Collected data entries
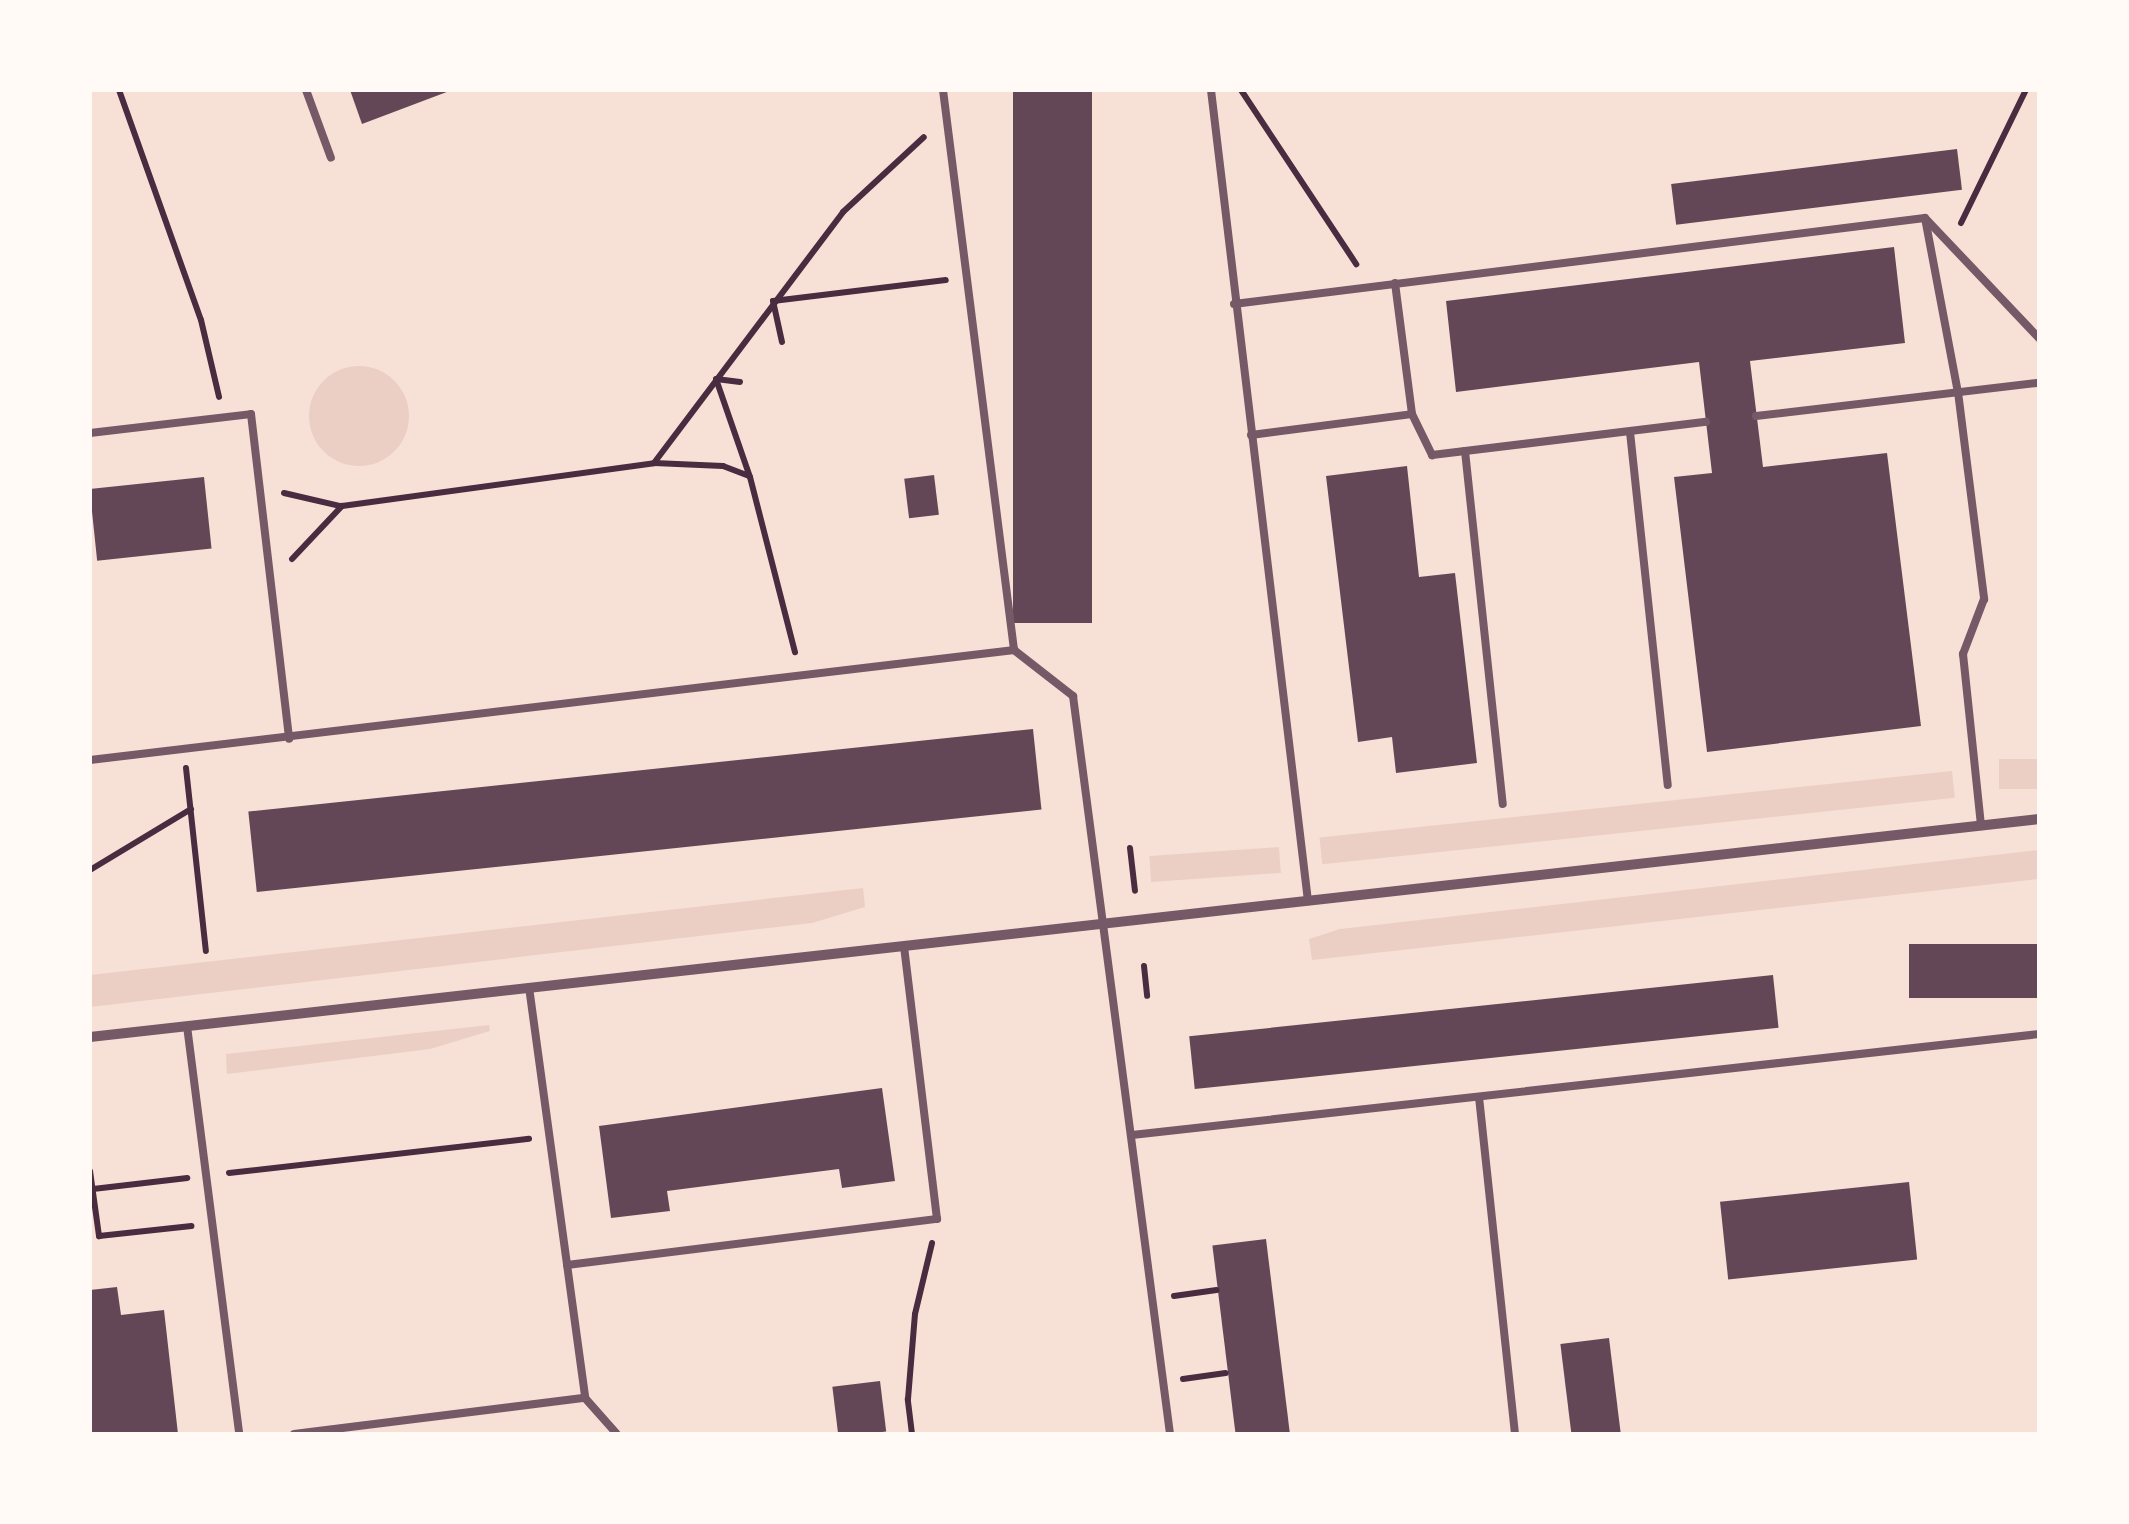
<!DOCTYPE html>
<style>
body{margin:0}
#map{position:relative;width:2129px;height:1524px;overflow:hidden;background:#f7e1d7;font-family:"DejaVu Sans",sans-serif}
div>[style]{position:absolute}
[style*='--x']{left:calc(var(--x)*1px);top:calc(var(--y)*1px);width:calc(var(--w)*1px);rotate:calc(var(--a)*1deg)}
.green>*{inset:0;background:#ebcfc5;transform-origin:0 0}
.round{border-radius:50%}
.building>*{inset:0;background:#644757;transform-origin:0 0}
.path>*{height:6px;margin:-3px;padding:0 3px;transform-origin:3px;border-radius:3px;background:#4a2c40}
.service>*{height:8px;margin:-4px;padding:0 4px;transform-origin:4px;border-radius:4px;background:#755966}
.minor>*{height:10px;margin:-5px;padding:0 5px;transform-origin:5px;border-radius:5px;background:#755966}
span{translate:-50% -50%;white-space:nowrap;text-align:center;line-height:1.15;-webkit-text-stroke:9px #fffaf5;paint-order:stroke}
.frame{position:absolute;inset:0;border:92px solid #fffaf5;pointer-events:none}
</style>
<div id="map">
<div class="green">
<i class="round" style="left:309px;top:366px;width:100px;height:100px"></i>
<i style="left:2039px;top:759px;width:30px;height:40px;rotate:90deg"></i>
<i style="left:1952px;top:771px;width:27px;height:636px;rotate:84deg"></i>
<i style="left:1279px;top:847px;width:26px;height:130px;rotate:86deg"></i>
<i style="clip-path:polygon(2039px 850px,2039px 879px,1312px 960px,1309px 939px,1340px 929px)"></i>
<i style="clip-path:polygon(863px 888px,865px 907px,812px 923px,90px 1007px,90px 975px)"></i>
<i style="clip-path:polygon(489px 1025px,490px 1031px,430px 1049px,227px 1074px,226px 1054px)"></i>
</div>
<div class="building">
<i style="clip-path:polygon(350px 90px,452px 90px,362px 124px)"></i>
<i style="left:1013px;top:90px;width:79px;height:533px"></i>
<i style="left:1957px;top:149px;width:41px;height:288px;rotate:83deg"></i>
<i style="clip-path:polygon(1894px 247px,1905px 343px,1750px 361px,1763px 467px,1887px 453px,1921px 726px,1707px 752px,1674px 477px,1712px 473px,1699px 362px,1456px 392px,1446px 301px)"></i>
<i style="clip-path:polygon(1407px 466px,1419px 577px,1455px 573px,1477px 763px,1396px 773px,1392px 737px,1358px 742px,1326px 476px)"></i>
<i style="left:934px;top:475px;width:40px;height:30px;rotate:83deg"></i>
<i style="left:204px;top:477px;width:72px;height:115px;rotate:84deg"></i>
<i style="left:1033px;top:729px;width:81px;height:789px;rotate:84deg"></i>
<i style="left:2039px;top:944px;width:54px;height:130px;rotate:90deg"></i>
<i style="left:1773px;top:975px;width:53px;height:587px;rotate:84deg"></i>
<i style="clip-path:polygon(882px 1088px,895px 1181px,842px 1188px,839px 1169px,667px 1191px,670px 1211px,611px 1218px,599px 1126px)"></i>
<i style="left:1909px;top:1182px;width:78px;height:190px;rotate:84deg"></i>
<i style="left:1266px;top:1239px;width:196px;height:54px;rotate:83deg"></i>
<i style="clip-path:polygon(117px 1287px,121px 1315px,164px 1310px,178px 1434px,90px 1434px,90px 1290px)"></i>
<i style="left:1609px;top:1338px;width:97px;height:49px;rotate:83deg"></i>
<i style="left:880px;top:1381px;width:51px;height:48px;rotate:83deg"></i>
</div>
<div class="path">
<i style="--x:119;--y:90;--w:244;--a:70.4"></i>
<i style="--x:201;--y:320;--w:79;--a:76.8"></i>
<i style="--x:1241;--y:90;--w:209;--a:56.5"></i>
<i style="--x:1961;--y:223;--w:148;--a:-64"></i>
<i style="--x:782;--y:342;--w:42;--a:-102.4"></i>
<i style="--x:773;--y:301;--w:174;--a:-6.9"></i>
<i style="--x:740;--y:382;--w:24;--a:-173"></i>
<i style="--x:716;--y:379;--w:104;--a:70.9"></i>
<i style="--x:750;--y:477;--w:181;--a:75.6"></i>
<i style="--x:654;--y:463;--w:69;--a:2.5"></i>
<i style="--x:723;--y:466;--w:28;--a:21"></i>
<i style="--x:284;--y:493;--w:57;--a:13.1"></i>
<i style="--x:292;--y:559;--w:73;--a:-46.7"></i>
<i style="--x:342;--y:506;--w:315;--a:-7.8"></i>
<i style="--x:654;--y:463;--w:314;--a:-53"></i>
<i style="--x:843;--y:212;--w:110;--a:-42.8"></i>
<i style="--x:186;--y:768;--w:184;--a:83.8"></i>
<i style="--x:1130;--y:848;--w:43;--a:83.4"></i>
<i style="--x:90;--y:870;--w:118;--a:-31.1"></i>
<i style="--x:1144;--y:966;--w:30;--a:84"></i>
<i style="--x:90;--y:1171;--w:66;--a:82.1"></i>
<i style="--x:99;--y:1236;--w:93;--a:-6.2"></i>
<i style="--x:229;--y:1173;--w:302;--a:-6.5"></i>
<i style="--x:93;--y:1189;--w:95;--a:-6.7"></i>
<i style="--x:1174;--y:1296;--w:43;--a:-7.9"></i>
<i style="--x:1183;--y:1379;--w:43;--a:-7.9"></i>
<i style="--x:912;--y:1434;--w:35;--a:-97"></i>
<i style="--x:908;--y:1399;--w:85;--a:-85.3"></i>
<i style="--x:915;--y:1314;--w:73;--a:-76.5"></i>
</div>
<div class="service">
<i style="--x:306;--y:90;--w:72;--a:69.8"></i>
<i style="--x:943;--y:90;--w:564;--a:82.77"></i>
<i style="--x:1014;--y:650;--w:75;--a:37.9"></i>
<i style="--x:1073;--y:696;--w:744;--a:82.51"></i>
<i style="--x:1211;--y:90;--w:817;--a:83.18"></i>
<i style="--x:1925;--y:218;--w:177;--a:79.3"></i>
<i style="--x:1958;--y:392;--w:209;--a:82.8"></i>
<i style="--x:1984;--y:599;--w:59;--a:110.9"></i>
<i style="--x:1963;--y:654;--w:172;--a:84"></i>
<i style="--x:1925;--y:218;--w:166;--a:46.5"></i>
<i style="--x:1395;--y:283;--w:132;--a:82.6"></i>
<i style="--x:1234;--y:304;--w:696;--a:-7.09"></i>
<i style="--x:1756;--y:416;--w:285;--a:-6.7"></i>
<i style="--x:1630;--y:432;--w:355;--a:83.9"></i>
<i style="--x:90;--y:433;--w:162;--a:-6.7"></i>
<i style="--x:251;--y:414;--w:327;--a:83.3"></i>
<i style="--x:1251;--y:435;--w:162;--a:-7.4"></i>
<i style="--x:1412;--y:414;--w:46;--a:64"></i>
<i style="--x:1432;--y:455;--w:276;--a:-6.9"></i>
<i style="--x:1465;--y:451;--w:355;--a:83.9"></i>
<i style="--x:90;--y:760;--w:931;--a:-6.79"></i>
<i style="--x:529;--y:987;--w:415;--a:82.2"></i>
<i style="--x:187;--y:1026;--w:411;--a:82.7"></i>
<i style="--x:1479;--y:1097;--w:339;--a:83.9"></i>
<i style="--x:1132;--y:1135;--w:913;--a:-6.35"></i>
<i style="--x:567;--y:1265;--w:373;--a:-7.1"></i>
<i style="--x:937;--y:1219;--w:275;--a:-96.9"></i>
<i style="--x:294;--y:1434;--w:293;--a:-7.1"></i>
<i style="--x:585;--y:1398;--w:47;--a:48.5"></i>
</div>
<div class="minor">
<i style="--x:90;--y:1037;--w:1961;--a:-6.38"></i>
</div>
<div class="frame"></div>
</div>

**WORK REQUEST:** Copy out each line of the data where the string "green" appears.

**EXPECTED OUTPUT:**
.green>*{inset:0;background:#ebcfc5;transform-origin:0 0}
<div class="green">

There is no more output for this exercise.